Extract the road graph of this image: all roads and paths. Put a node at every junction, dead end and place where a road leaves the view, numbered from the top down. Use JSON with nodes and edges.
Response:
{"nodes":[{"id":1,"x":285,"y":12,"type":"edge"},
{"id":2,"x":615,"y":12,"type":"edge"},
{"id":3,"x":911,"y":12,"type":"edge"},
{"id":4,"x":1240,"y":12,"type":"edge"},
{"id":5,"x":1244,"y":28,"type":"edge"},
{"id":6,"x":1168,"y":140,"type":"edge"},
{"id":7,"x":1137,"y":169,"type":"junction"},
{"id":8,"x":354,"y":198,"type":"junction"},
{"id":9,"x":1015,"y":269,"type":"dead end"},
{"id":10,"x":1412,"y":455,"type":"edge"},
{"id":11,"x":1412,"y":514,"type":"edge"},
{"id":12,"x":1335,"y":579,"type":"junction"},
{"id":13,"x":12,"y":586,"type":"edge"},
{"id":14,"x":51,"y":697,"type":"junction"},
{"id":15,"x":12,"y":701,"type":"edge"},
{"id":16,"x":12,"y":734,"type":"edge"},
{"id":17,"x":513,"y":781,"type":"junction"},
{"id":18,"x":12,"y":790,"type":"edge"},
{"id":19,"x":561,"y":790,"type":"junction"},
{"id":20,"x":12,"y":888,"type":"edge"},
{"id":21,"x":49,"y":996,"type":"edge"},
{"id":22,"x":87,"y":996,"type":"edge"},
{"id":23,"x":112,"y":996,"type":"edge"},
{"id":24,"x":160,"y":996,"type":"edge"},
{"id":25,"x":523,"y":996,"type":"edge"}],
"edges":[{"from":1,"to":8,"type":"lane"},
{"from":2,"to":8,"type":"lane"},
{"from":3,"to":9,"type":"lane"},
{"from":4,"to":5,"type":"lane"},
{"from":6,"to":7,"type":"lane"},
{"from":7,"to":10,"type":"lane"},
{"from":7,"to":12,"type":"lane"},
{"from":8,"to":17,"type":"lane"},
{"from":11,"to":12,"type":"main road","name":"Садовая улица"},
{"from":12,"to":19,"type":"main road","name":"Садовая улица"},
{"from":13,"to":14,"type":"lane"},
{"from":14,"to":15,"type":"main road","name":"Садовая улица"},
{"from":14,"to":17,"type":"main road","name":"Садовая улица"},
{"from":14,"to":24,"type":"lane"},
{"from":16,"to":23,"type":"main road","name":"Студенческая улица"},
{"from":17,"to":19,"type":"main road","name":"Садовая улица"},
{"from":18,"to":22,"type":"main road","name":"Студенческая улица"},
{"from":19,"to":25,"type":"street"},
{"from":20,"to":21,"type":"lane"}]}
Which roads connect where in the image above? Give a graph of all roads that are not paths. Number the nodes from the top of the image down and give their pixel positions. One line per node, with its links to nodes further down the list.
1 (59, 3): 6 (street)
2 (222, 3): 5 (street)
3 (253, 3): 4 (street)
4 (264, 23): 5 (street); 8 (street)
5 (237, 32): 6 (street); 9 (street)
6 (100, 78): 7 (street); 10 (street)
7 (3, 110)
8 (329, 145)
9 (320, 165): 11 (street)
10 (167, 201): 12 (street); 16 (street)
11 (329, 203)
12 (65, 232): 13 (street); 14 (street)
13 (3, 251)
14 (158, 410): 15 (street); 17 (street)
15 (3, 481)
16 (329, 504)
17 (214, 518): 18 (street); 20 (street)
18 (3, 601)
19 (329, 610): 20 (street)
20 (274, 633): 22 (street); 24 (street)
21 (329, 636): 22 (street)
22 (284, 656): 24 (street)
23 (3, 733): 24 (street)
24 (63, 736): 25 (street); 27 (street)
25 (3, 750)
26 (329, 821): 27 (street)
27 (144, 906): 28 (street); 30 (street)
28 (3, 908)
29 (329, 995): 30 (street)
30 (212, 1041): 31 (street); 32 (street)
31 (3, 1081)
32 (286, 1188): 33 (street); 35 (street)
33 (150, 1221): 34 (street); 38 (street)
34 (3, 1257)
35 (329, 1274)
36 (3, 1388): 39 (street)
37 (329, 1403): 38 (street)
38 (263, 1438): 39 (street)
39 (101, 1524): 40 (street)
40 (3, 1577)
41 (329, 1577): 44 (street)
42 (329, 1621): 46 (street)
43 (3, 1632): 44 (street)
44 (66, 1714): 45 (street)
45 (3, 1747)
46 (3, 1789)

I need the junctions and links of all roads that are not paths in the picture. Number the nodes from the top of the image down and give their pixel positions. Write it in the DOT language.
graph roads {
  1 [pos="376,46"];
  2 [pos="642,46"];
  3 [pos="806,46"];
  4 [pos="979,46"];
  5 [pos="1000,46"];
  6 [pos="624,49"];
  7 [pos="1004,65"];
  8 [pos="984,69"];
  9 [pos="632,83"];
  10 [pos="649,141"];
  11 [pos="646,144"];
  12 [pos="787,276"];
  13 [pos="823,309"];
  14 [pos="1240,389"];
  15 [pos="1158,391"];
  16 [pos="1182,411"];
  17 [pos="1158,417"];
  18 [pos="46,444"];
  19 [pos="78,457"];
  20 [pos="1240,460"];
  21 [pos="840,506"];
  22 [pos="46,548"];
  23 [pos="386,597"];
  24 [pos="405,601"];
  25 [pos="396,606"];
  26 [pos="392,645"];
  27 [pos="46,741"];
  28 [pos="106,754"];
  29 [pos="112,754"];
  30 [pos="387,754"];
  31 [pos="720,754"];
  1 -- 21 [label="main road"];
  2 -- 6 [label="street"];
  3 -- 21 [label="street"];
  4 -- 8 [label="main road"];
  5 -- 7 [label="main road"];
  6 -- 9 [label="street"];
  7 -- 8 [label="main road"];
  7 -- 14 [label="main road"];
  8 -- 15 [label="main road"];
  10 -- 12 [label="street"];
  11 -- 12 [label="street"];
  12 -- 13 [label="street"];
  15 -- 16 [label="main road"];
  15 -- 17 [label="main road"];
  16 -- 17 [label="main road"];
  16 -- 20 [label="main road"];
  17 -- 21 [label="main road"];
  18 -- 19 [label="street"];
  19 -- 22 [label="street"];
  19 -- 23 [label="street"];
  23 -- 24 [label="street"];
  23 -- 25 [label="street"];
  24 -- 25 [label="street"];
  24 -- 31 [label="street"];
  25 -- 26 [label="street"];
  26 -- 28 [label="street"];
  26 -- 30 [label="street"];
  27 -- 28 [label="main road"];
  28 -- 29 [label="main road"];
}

• • •

### WHAT TO PRODUCE
Keeping every line exactly as it is, copy all the records.

### THE ANSWER
Extract the road graph of this image: all roads and paths. Put a node at every junction, dead end and place where a road leaves the view, numbered from the top down. Use JSON with nodes and edges.
Response:
{"nodes":[{"id":1,"x":285,"y":12,"type":"edge"},
{"id":2,"x":615,"y":12,"type":"edge"},
{"id":3,"x":911,"y":12,"type":"edge"},
{"id":4,"x":1240,"y":12,"type":"edge"},
{"id":5,"x":1244,"y":28,"type":"edge"},
{"id":6,"x":1168,"y":140,"type":"edge"},
{"id":7,"x":1137,"y":169,"type":"junction"},
{"id":8,"x":354,"y":198,"type":"junction"},
{"id":9,"x":1015,"y":269,"type":"dead end"},
{"id":10,"x":1412,"y":455,"type":"edge"},
{"id":11,"x":1412,"y":514,"type":"edge"},
{"id":12,"x":1335,"y":579,"type":"junction"},
{"id":13,"x":12,"y":586,"type":"edge"},
{"id":14,"x":51,"y":697,"type":"junction"},
{"id":15,"x":12,"y":701,"type":"edge"},
{"id":16,"x":12,"y":734,"type":"edge"},
{"id":17,"x":513,"y":781,"type":"junction"},
{"id":18,"x":12,"y":790,"type":"edge"},
{"id":19,"x":561,"y":790,"type":"junction"},
{"id":20,"x":12,"y":888,"type":"edge"},
{"id":21,"x":49,"y":996,"type":"edge"},
{"id":22,"x":87,"y":996,"type":"edge"},
{"id":23,"x":112,"y":996,"type":"edge"},
{"id":24,"x":160,"y":996,"type":"edge"},
{"id":25,"x":523,"y":996,"type":"edge"}],
"edges":[{"from":1,"to":8,"type":"lane"},
{"from":2,"to":8,"type":"lane"},
{"from":3,"to":9,"type":"lane"},
{"from":4,"to":5,"type":"lane"},
{"from":6,"to":7,"type":"lane"},
{"from":7,"to":10,"type":"lane"},
{"from":7,"to":12,"type":"lane"},
{"from":8,"to":17,"type":"lane"},
{"from":11,"to":12,"type":"main road","name":"Садовая улица"},
{"from":12,"to":19,"type":"main road","name":"Садовая улица"},
{"from":13,"to":14,"type":"lane"},
{"from":14,"to":15,"type":"main road","name":"Садовая улица"},
{"from":14,"to":17,"type":"main road","name":"Садовая улица"},
{"from":14,"to":24,"type":"lane"},
{"from":16,"to":23,"type":"main road","name":"Студенческая улица"},
{"from":17,"to":19,"type":"main road","name":"Садовая улица"},
{"from":18,"to":22,"type":"main road","name":"Студенческая улица"},
{"from":19,"to":25,"type":"street"},
{"from":20,"to":21,"type":"lane"}]}
Which roads connect where in the image above? Give a graph of all roads that are not paths. Number the nodes from the top of the image down and give their pixel positions. One line per node, with its links to nodes further down the list.
1 (59, 3): 6 (street)
2 (222, 3): 5 (street)
3 (253, 3): 4 (street)
4 (264, 23): 5 (street); 8 (street)
5 (237, 32): 6 (street); 9 (street)
6 (100, 78): 7 (street); 10 (street)
7 (3, 110)
8 (329, 145)
9 (320, 165): 11 (street)
10 (167, 201): 12 (street); 16 (street)
11 (329, 203)
12 (65, 232): 13 (street); 14 (street)
13 (3, 251)
14 (158, 410): 15 (street); 17 (street)
15 (3, 481)
16 (329, 504)
17 (214, 518): 18 (street); 20 (street)
18 (3, 601)
19 (329, 610): 20 (street)
20 (274, 633): 22 (street); 24 (street)
21 (329, 636): 22 (street)
22 (284, 656): 24 (street)
23 (3, 733): 24 (street)
24 (63, 736): 25 (street); 27 (street)
25 (3, 750)
26 (329, 821): 27 (street)
27 (144, 906): 28 (street); 30 (street)
28 (3, 908)
29 (329, 995): 30 (street)
30 (212, 1041): 31 (street); 32 (street)
31 (3, 1081)
32 (286, 1188): 33 (street); 35 (street)
33 (150, 1221): 34 (street); 38 (street)
34 (3, 1257)
35 (329, 1274)
36 (3, 1388): 39 (street)
37 (329, 1403): 38 (street)
38 (263, 1438): 39 (street)
39 (101, 1524): 40 (street)
40 (3, 1577)
41 (329, 1577): 44 (street)
42 (329, 1621): 46 (street)
43 (3, 1632): 44 (street)
44 (66, 1714): 45 (street)
45 (3, 1747)
46 (3, 1789)

I need the junctions and links of all roads that are not paths in the picture. Number the nodes from the top of the image down and give their pixel positions. Write it in the DOT language.
graph roads {
  1 [pos="376,46"];
  2 [pos="642,46"];
  3 [pos="806,46"];
  4 [pos="979,46"];
  5 [pos="1000,46"];
  6 [pos="624,49"];
  7 [pos="1004,65"];
  8 [pos="984,69"];
  9 [pos="632,83"];
  10 [pos="649,141"];
  11 [pos="646,144"];
  12 [pos="787,276"];
  13 [pos="823,309"];
  14 [pos="1240,389"];
  15 [pos="1158,391"];
  16 [pos="1182,411"];
  17 [pos="1158,417"];
  18 [pos="46,444"];
  19 [pos="78,457"];
  20 [pos="1240,460"];
  21 [pos="840,506"];
  22 [pos="46,548"];
  23 [pos="386,597"];
  24 [pos="405,601"];
  25 [pos="396,606"];
  26 [pos="392,645"];
  27 [pos="46,741"];
  28 [pos="106,754"];
  29 [pos="112,754"];
  30 [pos="387,754"];
  31 [pos="720,754"];
  1 -- 21 [label="main road"];
  2 -- 6 [label="street"];
  3 -- 21 [label="street"];
  4 -- 8 [label="main road"];
  5 -- 7 [label="main road"];
  6 -- 9 [label="street"];
  7 -- 8 [label="main road"];
  7 -- 14 [label="main road"];
  8 -- 15 [label="main road"];
  10 -- 12 [label="street"];
  11 -- 12 [label="street"];
  12 -- 13 [label="street"];
  15 -- 16 [label="main road"];
  15 -- 17 [label="main road"];
  16 -- 17 [label="main road"];
  16 -- 20 [label="main road"];
  17 -- 21 [label="main road"];
  18 -- 19 [label="street"];
  19 -- 22 [label="street"];
  19 -- 23 [label="street"];
  23 -- 24 [label="street"];
  23 -- 25 [label="street"];
  24 -- 25 [label="street"];
  24 -- 31 [label="street"];
  25 -- 26 [label="street"];
  26 -- 28 [label="street"];
  26 -- 30 [label="street"];
  27 -- 28 [label="main road"];
  28 -- 29 [label="main road"];
}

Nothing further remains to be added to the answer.